◆ WHAT YOU SHOULD DO: An exact transcription of all the data is the expected reply.

◆ SOURCE DATA:
==========

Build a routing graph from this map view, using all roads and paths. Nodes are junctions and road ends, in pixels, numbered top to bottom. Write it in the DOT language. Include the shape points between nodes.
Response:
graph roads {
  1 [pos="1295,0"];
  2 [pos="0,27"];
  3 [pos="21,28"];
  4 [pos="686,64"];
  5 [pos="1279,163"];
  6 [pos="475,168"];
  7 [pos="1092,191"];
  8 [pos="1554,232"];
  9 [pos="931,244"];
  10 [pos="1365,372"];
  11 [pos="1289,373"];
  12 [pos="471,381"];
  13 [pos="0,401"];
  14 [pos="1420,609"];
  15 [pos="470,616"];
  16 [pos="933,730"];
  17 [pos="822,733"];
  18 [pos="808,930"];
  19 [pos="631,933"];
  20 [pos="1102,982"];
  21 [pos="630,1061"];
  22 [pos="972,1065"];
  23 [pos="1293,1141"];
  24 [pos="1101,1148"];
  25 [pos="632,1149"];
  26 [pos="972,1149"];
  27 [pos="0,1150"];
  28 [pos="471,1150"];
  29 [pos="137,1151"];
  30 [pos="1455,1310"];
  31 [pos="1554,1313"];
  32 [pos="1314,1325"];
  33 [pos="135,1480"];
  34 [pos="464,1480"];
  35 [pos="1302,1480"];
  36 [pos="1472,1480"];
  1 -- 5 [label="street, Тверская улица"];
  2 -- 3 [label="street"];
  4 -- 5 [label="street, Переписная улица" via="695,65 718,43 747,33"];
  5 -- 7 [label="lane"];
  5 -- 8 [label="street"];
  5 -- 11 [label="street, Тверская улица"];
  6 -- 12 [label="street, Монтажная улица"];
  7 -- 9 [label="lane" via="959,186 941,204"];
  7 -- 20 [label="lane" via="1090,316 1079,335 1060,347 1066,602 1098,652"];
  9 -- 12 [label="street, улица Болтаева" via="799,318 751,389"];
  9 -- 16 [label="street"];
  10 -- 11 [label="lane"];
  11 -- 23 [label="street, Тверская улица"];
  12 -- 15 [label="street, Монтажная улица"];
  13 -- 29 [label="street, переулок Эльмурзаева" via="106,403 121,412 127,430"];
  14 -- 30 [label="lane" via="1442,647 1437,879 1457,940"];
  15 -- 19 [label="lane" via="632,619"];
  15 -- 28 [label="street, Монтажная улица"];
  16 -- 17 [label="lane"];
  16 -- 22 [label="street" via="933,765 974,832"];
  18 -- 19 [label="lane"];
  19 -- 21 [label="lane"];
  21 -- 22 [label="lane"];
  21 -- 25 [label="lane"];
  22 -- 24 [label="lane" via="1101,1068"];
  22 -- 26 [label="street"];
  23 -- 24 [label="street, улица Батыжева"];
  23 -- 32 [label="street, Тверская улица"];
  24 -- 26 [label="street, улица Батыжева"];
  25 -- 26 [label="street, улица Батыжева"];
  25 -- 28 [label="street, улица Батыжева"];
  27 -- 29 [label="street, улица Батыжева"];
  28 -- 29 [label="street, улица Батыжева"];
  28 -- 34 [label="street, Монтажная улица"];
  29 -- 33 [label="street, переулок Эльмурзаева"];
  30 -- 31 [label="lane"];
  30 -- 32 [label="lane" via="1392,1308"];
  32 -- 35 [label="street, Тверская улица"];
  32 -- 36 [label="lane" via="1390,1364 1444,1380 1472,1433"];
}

==========

◆ YOUR RESPONSE:
Build a routing graph from this map view, using all roads and paths. Nodes are junctions and road ends, in pixels, numbered top to bottom. Write it in the DOT language. Include the shape points between nodes.
Response:
graph roads {
  1 [pos="1295,0"];
  2 [pos="0,27"];
  3 [pos="21,28"];
  4 [pos="686,64"];
  5 [pos="1279,163"];
  6 [pos="475,168"];
  7 [pos="1092,191"];
  8 [pos="1554,232"];
  9 [pos="931,244"];
  10 [pos="1365,372"];
  11 [pos="1289,373"];
  12 [pos="471,381"];
  13 [pos="0,401"];
  14 [pos="1420,609"];
  15 [pos="470,616"];
  16 [pos="933,730"];
  17 [pos="822,733"];
  18 [pos="808,930"];
  19 [pos="631,933"];
  20 [pos="1102,982"];
  21 [pos="630,1061"];
  22 [pos="972,1065"];
  23 [pos="1293,1141"];
  24 [pos="1101,1148"];
  25 [pos="632,1149"];
  26 [pos="972,1149"];
  27 [pos="0,1150"];
  28 [pos="471,1150"];
  29 [pos="137,1151"];
  30 [pos="1455,1310"];
  31 [pos="1554,1313"];
  32 [pos="1314,1325"];
  33 [pos="135,1480"];
  34 [pos="464,1480"];
  35 [pos="1302,1480"];
  36 [pos="1472,1480"];
  1 -- 5 [label="street, Тверская улица"];
  2 -- 3 [label="street"];
  4 -- 5 [label="street, Переписная улица" via="695,65 718,43 747,33"];
  5 -- 7 [label="lane"];
  5 -- 8 [label="street"];
  5 -- 11 [label="street, Тверская улица"];
  6 -- 12 [label="street, Монтажная улица"];
  7 -- 9 [label="lane" via="959,186 941,204"];
  7 -- 20 [label="lane" via="1090,316 1079,335 1060,347 1066,602 1098,652"];
  9 -- 12 [label="street, улица Болтаева" via="799,318 751,389"];
  9 -- 16 [label="street"];
  10 -- 11 [label="lane"];
  11 -- 23 [label="street, Тверская улица"];
  12 -- 15 [label="street, Монтажная улица"];
  13 -- 29 [label="street, переулок Эльмурзаева" via="106,403 121,412 127,430"];
  14 -- 30 [label="lane" via="1442,647 1437,879 1457,940"];
  15 -- 19 [label="lane" via="632,619"];
  15 -- 28 [label="street, Монтажная улица"];
  16 -- 17 [label="lane"];
  16 -- 22 [label="street" via="933,765 974,832"];
  18 -- 19 [label="lane"];
  19 -- 21 [label="lane"];
  21 -- 22 [label="lane"];
  21 -- 25 [label="lane"];
  22 -- 24 [label="lane" via="1101,1068"];
  22 -- 26 [label="street"];
  23 -- 24 [label="street, улица Батыжева"];
  23 -- 32 [label="street, Тверская улица"];
  24 -- 26 [label="street, улица Батыжева"];
  25 -- 26 [label="street, улица Батыжева"];
  25 -- 28 [label="street, улица Батыжева"];
  27 -- 29 [label="street, улица Батыжева"];
  28 -- 29 [label="street, улица Батыжева"];
  28 -- 34 [label="street, Монтажная улица"];
  29 -- 33 [label="street, переулок Эльмурзаева"];
  30 -- 31 [label="lane"];
  30 -- 32 [label="lane" via="1392,1308"];
  32 -- 35 [label="street, Тверская улица"];
  32 -- 36 [label="lane" via="1390,1364 1444,1380 1472,1433"];
}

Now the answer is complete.